The directorate’s primary role is to help protect the nation’s military from cyberattacks by expanding its ability to detect and shut down malicious activities in cyberspace.
Ghana, which reportedly has more than 23 million internet users, is among the top countries in Africa for commitments in cybersecurity. It is also among the only 14 nations in the continent to sign a convention on cybersecurity and personal data protection.
Despite its increased investments, the country has experienced a significant increase in online fraud, with more than $4 million in financial losses recorded in the first half of 2023.
Vital to National Defense
During the new initiative’s announcement, GAF chief of the defense staff Vice Adm.
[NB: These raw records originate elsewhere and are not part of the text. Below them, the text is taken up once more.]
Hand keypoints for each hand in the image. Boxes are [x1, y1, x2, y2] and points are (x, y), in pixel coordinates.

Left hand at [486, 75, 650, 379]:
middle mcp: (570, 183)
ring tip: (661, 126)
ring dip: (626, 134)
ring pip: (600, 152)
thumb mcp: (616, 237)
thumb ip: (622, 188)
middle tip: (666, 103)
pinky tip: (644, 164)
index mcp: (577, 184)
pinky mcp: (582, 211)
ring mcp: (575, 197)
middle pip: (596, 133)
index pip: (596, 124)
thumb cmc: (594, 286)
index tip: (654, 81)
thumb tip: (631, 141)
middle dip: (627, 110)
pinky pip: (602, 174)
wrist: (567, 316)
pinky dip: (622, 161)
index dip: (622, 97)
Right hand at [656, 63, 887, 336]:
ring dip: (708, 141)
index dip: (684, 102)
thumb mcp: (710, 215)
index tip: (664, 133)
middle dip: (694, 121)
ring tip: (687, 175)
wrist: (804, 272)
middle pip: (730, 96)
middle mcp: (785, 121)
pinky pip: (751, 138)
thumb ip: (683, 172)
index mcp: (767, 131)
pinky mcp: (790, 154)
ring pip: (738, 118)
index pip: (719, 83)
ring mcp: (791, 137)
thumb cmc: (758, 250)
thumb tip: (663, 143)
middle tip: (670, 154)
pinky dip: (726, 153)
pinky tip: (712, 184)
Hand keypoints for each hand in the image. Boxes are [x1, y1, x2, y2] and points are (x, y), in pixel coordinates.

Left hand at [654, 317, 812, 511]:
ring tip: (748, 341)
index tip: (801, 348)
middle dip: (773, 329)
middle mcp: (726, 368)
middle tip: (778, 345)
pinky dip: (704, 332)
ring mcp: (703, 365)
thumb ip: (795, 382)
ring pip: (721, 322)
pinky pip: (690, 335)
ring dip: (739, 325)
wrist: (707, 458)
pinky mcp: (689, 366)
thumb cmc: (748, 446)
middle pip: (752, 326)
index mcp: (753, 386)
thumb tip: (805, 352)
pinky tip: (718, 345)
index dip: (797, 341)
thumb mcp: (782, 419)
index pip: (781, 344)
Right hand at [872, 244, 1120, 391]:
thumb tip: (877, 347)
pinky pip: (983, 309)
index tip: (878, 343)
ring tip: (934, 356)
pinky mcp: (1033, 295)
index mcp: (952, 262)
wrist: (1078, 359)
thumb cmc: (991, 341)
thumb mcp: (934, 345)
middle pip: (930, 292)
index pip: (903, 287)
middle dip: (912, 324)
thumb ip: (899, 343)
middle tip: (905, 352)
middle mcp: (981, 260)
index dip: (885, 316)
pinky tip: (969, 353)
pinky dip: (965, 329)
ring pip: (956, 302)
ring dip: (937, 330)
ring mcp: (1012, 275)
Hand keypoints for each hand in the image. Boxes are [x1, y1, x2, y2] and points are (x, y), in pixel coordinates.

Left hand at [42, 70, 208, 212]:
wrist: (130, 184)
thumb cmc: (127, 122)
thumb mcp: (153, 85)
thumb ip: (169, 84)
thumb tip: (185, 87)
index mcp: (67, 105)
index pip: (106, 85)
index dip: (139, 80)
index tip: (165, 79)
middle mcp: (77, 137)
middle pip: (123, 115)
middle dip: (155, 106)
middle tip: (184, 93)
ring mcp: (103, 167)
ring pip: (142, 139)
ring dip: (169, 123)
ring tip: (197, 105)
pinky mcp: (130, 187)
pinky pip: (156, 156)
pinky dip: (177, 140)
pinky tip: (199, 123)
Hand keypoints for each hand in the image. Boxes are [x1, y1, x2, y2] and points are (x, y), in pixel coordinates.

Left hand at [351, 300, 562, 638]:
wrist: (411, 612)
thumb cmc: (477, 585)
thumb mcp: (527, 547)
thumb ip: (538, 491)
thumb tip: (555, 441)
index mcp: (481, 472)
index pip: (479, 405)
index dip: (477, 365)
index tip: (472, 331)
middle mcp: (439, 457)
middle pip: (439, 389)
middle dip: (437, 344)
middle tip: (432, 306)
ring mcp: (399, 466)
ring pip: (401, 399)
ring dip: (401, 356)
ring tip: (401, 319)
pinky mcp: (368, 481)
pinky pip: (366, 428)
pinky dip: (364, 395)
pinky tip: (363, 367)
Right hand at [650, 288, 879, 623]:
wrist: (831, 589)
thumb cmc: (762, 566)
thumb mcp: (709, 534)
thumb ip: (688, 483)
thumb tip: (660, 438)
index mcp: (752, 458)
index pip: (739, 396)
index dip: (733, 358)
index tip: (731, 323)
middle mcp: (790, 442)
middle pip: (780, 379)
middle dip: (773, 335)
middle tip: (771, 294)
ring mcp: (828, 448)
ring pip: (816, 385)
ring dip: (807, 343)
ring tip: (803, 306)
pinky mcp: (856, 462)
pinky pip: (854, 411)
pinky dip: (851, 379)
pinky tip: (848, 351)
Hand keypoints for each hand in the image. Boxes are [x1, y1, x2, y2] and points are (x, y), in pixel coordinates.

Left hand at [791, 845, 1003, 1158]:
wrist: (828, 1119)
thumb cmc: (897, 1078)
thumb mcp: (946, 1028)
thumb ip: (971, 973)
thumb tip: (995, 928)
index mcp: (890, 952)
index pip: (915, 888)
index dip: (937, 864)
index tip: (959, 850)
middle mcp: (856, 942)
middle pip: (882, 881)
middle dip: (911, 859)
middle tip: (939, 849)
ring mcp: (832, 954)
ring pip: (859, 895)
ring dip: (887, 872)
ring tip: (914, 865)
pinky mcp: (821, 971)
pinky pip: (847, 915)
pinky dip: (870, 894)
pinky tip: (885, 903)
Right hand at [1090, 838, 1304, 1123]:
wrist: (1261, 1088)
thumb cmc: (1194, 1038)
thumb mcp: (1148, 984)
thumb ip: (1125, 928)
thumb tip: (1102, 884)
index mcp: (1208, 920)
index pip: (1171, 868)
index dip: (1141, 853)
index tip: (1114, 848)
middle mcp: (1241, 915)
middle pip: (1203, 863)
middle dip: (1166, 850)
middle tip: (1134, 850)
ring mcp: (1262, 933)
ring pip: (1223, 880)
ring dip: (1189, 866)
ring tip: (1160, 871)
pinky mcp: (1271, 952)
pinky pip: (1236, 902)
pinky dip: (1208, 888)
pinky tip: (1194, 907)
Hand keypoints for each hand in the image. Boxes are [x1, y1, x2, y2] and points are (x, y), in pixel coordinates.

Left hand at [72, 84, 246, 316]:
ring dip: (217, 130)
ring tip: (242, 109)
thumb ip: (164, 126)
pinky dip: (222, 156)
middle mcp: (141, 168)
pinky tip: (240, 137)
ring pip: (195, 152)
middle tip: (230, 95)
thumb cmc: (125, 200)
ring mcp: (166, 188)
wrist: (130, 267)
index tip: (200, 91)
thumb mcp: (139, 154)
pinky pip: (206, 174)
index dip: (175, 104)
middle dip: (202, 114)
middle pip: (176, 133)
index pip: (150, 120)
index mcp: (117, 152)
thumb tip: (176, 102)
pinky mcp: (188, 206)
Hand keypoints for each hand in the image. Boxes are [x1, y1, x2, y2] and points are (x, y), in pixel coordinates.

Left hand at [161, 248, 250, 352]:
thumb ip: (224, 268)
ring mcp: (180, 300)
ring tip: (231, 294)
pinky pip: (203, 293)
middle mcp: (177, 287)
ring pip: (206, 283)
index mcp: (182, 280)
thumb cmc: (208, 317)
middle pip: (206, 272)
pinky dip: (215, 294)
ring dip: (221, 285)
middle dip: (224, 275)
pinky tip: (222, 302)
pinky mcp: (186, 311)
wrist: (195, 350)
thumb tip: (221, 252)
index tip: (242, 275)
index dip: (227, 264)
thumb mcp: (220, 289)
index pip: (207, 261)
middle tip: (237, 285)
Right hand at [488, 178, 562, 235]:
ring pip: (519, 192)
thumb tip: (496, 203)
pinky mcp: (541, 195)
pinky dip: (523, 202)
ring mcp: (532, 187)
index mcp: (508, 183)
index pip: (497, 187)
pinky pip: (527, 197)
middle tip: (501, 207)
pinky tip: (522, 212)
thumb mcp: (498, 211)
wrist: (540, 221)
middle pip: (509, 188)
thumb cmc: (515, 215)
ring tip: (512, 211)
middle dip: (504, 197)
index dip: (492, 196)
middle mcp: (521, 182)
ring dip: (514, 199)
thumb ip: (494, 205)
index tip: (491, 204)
Seth Amoama highlighted the need to protect the country’s data, network, communications infrastructure, and military assets.
He said security in cyberspace is as vital to national defense as security on land, sea, air, and space.
The official also stressed the importance of improving the cyber awareness of soldiers and other security personnel, saying it should be a top priority.
“As we take steps to protect our critical information infrastructure, we want to assure all that efforts are being made for members of the GAF to understand the cyber threats, vulnerabilities, and their impact on mission readiness,” he explained.
Addressing Knowledge Gap
Accra-based cybersecurity analyst Samuel Sarfo claimed that many Ghanaians lack awareness of the risks in cyberspace, making them easy targets.
He urged authorities to continue strengthening the country’s cybersecurity by educating people about such risks and collaborating with other sectors to track and respond to attacks.
“As the nation continues to embrace digital transformation, enhancing cybersecurity measures, raising awareness, and fostering collaboration between stakeholders are vital to mitigate the escalating costs of cybercrime,” Sarfo wrote on LinkedIn.
“By taking proactive steps, Ghana can safeguard its digital future, protect its citizens and businesses, and fortify its position in the global digital landscape.”